Guru adalah insan yang membawa misi ketuhanan (pengajar
segala kebaikan). Sempat muncul istilah guru adalah sebuah kata yang berasal
dari dua suku kata yaitu “gu” dan “ru”, gu yang memiliki interpretasi di
gugu (disanjung, ditinggikan, dan dimulyakan) dan ru yang artinya ditiru (di
contoh, diikuti, dan di jadikan sebagai tauladan) maka seorang guru bukanlah
seseorang yang hanya mampu berdiri tegap atau duduk didepan para peserta
didiknya, dengan sibuk menyampaikan materi-materi yang ada pada conten buku-buku
mata pelajaran atau sibuk dengan slide power point nya yang baru dibuatnya
semalam yang lalu dengan berbagai kekurangan baik dari isi, persiapan dan seni
mengajarnya. Bukan juga seseorang yang hanya sibuk dengan tunjangan profesi
semata (tunjangan sertifikasi guru), dan juga bukan seseorang yang selalu
kesiangan datang di sekolahnya, akibat terlalu sibuk mengurusi kepentingan
pribadinya (usaha sampinganya), sehingga lupa akan janji pengabdian yang telah
diembankan kepadanya oleh Negara untuk mencerdaskan para putra-putri bangsa.

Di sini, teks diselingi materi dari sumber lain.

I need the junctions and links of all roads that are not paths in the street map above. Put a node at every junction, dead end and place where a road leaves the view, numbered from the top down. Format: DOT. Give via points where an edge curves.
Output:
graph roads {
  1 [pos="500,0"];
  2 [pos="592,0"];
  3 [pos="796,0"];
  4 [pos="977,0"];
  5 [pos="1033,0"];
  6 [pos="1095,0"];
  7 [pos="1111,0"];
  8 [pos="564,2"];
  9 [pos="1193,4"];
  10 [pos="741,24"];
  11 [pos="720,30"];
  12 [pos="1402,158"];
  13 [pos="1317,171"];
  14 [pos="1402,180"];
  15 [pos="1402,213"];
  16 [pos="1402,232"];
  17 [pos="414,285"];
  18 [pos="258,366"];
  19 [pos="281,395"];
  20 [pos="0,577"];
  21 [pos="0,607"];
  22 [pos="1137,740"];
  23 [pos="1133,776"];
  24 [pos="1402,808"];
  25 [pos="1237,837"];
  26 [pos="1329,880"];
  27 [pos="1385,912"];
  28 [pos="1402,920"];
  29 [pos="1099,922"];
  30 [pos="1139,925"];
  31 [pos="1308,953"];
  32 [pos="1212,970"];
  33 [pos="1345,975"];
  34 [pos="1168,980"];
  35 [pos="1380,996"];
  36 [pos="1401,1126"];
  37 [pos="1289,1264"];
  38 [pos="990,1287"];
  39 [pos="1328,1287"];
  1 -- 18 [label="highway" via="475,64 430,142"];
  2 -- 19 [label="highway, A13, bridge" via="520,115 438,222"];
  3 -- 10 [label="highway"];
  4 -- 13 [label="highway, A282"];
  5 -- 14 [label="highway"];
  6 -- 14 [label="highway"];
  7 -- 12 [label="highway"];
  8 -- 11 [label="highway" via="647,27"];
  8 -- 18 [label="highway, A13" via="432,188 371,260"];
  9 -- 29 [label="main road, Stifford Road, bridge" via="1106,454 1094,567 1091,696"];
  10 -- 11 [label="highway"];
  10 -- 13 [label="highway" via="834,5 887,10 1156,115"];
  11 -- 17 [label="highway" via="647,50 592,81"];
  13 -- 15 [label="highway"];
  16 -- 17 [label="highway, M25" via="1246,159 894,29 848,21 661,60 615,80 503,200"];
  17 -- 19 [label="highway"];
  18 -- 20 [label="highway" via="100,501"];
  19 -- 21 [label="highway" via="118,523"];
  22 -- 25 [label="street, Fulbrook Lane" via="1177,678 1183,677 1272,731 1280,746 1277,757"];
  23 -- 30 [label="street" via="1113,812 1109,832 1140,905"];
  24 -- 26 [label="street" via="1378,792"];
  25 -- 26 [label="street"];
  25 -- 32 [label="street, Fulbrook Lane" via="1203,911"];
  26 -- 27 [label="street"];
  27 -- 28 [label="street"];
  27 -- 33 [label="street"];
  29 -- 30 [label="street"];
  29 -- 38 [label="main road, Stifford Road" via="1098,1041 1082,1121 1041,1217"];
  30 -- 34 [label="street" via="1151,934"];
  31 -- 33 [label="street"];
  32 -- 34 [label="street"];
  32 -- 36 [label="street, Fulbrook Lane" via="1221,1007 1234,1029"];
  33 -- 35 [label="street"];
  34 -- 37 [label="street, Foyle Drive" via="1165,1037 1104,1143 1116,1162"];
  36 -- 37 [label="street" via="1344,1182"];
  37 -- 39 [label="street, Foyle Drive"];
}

Seorang guru yang memiliki kesadaran bahwa ia adalah seorang guru,
tentu kurang etis jika proses pengabdian pendidikan tersebut dijadikan sebagai ajang
mengharap balasan materi semata, padahal pengabdian tersebut harus memiliki dimensi
makna lebih dari itu yakni “Focus Perubahan”, hal ini dikarenakan agar
seorang guru dapat menjaga sebutan baiknya pada beberapa periode yang telah
lalu akan ketenaran gelarnya sebagai “ Pahlawan Tanpa Tanda Jasa”,. Bukan
“Pahlawan Kesiangan Yang Bermodalkan Ijasah Dengan Selalu Berharap Akan
Datangnya Tunjangan Profesi Semata”.
Artinya seorang guru atau pendidik benar-benar dituntut untuk mengetahui
bagaimna metode yang paling tepat dan akurat dalam proses mencerdaskan para
anak didiknya dengan penuh keikhlasan, ketabahan, kesabaran, keceriaan,
keaktifan dan penuh dengan kasih sayang dalam proses transformasi keilmuan dan
perilaku, tanpa mengharapkan jasa kecuali apa yang telah menjadi haknya. Serta
mampu menciptakan mimpi-mimpi yang besar
bagi para murid-murid nya sehingga setiap anak didik merasa diperhatikan dan
dianak emaskan oleh para guru-gurunya tanpa diskriminasi sedikitpun.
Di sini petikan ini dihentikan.